The fact is young kids act like this, they explore the world and make a succession of poor choices just like we all did. My wife, from a respectable middle class family, spent her 13th birthday face down in a pool of vomit and vodka. Lil’ Asap may go on to a lifetime of nicotine addiction, he might even be one of the very few to make the leap from vaping to a more unpleasant alternative, who knows? Despite launching into the mighty world of booze like global stocks of it were more limited than the remaining oil reserves, the wife has cut out a lifestyle drinking culture for herself that involves a half of lager in her slippers and sleep by 9pm.

What is the appropriate response? I’ve no idea, I do know what my response was though – and it was the same as when I saw a comment by Martin McKee: laughter.

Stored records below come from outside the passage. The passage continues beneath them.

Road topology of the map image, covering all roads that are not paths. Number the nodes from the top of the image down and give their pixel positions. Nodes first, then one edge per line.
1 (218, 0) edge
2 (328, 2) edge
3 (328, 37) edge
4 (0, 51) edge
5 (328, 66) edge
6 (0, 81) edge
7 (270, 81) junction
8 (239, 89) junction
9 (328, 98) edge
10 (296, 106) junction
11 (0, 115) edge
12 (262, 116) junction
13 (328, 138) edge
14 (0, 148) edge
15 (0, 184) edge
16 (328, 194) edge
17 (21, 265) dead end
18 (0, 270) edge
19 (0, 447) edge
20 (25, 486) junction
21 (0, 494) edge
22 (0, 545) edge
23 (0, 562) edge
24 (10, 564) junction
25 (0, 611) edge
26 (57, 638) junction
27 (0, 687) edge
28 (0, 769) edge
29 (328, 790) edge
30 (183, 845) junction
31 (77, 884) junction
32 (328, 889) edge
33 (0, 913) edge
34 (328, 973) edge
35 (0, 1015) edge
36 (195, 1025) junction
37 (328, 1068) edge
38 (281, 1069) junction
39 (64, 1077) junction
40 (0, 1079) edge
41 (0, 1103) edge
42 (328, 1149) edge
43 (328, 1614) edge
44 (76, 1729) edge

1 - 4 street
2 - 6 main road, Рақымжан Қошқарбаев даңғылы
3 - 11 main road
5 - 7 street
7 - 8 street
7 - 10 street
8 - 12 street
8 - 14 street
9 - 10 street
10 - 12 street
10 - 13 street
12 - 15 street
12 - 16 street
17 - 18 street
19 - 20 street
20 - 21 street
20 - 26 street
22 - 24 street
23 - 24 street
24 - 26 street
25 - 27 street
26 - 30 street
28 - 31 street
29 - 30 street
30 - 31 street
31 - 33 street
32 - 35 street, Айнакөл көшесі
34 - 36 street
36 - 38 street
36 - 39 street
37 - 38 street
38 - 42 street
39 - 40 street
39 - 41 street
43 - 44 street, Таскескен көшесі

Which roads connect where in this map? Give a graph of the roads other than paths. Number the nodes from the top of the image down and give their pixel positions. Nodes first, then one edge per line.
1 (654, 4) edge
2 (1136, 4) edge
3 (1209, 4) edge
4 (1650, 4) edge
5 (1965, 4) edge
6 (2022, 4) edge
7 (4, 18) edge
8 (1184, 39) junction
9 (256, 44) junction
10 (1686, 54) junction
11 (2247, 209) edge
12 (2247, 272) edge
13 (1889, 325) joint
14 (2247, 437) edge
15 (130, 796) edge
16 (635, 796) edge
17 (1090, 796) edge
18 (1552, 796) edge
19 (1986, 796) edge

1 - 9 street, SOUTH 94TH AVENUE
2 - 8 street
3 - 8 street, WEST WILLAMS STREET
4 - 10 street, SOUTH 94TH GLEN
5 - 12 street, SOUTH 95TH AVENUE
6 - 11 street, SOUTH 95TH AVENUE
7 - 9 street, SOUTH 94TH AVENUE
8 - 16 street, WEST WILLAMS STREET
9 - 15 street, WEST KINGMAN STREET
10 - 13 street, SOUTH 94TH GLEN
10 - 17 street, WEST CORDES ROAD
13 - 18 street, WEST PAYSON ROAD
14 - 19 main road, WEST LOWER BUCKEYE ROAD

He isn’t the first kid to try vaping, there was one walking around Vapefest with his parents in 2012, and he certainly won’t be the last. Pretending it’s not taking place or hoping to hide the activity from the outside world is no better than the lies made up by Glantz. Deal with it and twist it into a positive would appear to be a positive step. Use it to amplify how the industry abhors vendors who sell to children, take it and run with the notion that kids have always experimented with smoking and if this prevents them from doing so then society wins.

Just don’t tell me that insulting him and getting his online account blocked is anything approaching the right thing to do as I would be forced to write a strongly-worded letter of complaint.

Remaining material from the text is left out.